Task - Among the entries below, find the lines with "dead" and copy them.

(Records from a data collection)
>>>

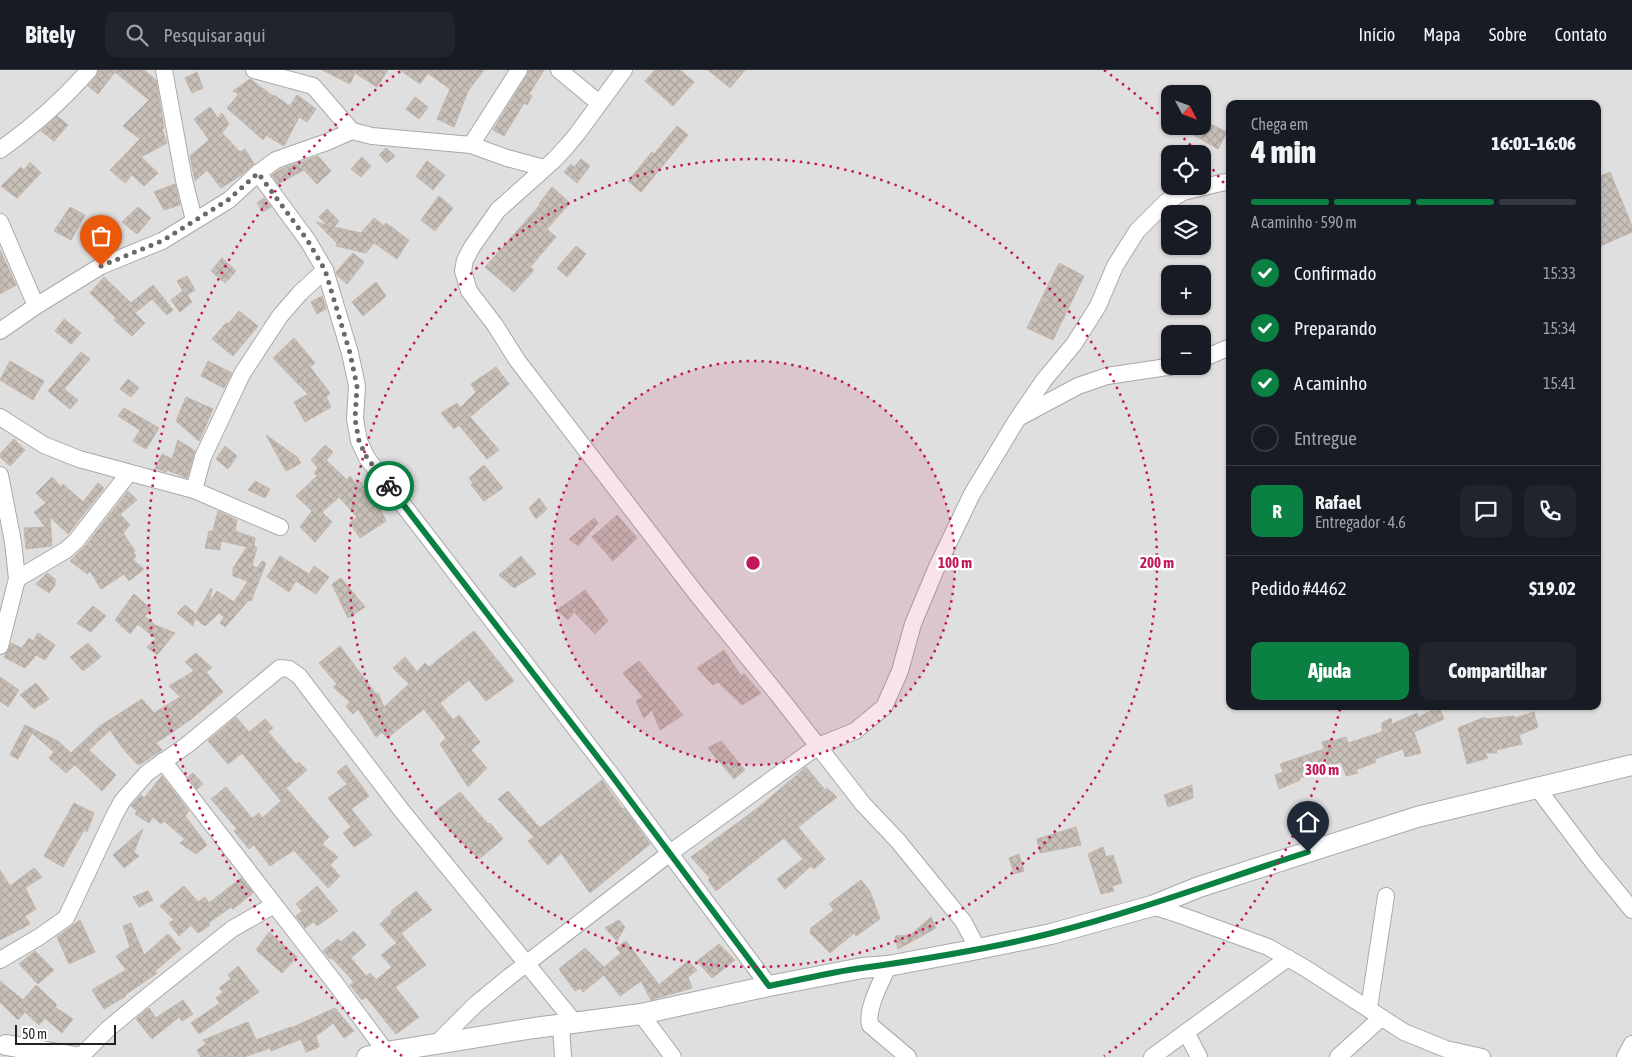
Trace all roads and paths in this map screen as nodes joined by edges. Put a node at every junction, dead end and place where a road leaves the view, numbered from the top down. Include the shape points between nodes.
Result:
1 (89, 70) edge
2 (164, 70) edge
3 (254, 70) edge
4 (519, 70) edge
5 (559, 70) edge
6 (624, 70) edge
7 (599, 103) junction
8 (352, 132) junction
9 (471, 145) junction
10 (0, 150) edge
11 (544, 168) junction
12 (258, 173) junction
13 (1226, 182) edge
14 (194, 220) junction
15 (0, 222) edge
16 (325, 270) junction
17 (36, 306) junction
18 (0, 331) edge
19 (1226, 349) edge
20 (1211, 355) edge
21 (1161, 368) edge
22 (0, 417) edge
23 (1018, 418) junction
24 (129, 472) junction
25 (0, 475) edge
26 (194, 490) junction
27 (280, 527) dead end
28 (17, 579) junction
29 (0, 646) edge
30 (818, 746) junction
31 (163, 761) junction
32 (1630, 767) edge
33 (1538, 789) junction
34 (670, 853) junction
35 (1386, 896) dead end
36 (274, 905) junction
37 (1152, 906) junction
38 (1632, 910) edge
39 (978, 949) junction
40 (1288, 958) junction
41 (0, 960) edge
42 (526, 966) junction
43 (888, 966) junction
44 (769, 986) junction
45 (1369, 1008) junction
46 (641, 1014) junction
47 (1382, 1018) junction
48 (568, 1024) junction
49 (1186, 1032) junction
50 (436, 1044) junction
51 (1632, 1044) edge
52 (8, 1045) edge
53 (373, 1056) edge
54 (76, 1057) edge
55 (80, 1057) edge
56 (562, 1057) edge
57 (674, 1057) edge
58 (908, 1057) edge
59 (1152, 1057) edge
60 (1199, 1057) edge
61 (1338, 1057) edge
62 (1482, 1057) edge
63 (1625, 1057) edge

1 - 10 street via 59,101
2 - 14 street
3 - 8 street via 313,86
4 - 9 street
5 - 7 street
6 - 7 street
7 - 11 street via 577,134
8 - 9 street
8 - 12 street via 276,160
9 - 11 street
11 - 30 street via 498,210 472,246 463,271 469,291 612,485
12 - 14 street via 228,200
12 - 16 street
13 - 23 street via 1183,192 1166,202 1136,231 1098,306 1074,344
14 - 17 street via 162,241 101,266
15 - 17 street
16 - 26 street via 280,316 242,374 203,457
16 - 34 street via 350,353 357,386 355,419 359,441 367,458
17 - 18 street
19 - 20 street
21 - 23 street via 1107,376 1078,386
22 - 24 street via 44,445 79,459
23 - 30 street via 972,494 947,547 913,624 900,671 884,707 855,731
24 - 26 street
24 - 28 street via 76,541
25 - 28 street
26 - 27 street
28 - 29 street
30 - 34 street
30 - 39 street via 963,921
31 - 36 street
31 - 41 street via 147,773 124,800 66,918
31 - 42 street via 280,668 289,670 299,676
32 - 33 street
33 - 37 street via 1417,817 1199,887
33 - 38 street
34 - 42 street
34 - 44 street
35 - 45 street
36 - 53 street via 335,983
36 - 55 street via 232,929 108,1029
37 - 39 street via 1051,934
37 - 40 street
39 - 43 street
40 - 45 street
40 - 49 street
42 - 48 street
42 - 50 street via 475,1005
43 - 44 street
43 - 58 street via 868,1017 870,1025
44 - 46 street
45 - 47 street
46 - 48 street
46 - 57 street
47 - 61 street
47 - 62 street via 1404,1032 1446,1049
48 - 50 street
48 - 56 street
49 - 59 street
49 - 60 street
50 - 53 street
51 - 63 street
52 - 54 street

<<<

Result -
Trace all roads and paths in this map screen as nodes joined by edges. Put a node at every junction, dead end and place where a road leaves the view, numbered from the top down. Include the shape points between nodes.
27 (280, 527) dead end
35 (1386, 896) dead end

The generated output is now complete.